Select all lines holding the word "Circle" from the entries that follow.

------ Given records

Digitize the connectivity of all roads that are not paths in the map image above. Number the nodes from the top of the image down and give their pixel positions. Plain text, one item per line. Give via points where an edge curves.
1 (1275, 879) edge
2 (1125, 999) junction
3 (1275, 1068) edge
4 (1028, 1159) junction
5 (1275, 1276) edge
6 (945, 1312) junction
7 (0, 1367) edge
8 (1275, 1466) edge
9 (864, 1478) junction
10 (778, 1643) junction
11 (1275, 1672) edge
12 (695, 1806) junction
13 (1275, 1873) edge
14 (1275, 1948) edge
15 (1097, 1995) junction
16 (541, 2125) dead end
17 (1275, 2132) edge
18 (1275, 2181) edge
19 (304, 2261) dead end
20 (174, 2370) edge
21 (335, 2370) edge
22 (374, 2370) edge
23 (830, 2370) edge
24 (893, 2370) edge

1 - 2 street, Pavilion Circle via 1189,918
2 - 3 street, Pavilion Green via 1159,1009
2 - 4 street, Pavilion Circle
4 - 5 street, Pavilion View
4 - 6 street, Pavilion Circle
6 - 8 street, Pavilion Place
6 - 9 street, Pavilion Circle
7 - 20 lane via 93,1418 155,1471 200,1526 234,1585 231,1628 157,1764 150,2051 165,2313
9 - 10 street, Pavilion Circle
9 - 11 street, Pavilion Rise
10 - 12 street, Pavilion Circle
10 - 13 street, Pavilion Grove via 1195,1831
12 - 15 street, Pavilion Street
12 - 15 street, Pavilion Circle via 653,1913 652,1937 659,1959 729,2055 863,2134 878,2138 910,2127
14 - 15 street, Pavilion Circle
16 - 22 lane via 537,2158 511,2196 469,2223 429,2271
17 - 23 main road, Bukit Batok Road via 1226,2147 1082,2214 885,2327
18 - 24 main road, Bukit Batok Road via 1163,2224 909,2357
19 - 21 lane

------------

** Task result **
1 - 2 street, Pavilion Circle via 1189,918
2 - 4 street, Pavilion Circle
4 - 6 street, Pavilion Circle
6 - 9 street, Pavilion Circle
9 - 10 street, Pavilion Circle
10 - 12 street, Pavilion Circle
12 - 15 street, Pavilion Circle via 653,1913 652,1937 659,1959 729,2055 863,2134 878,2138 910,2127
14 - 15 street, Pavilion Circle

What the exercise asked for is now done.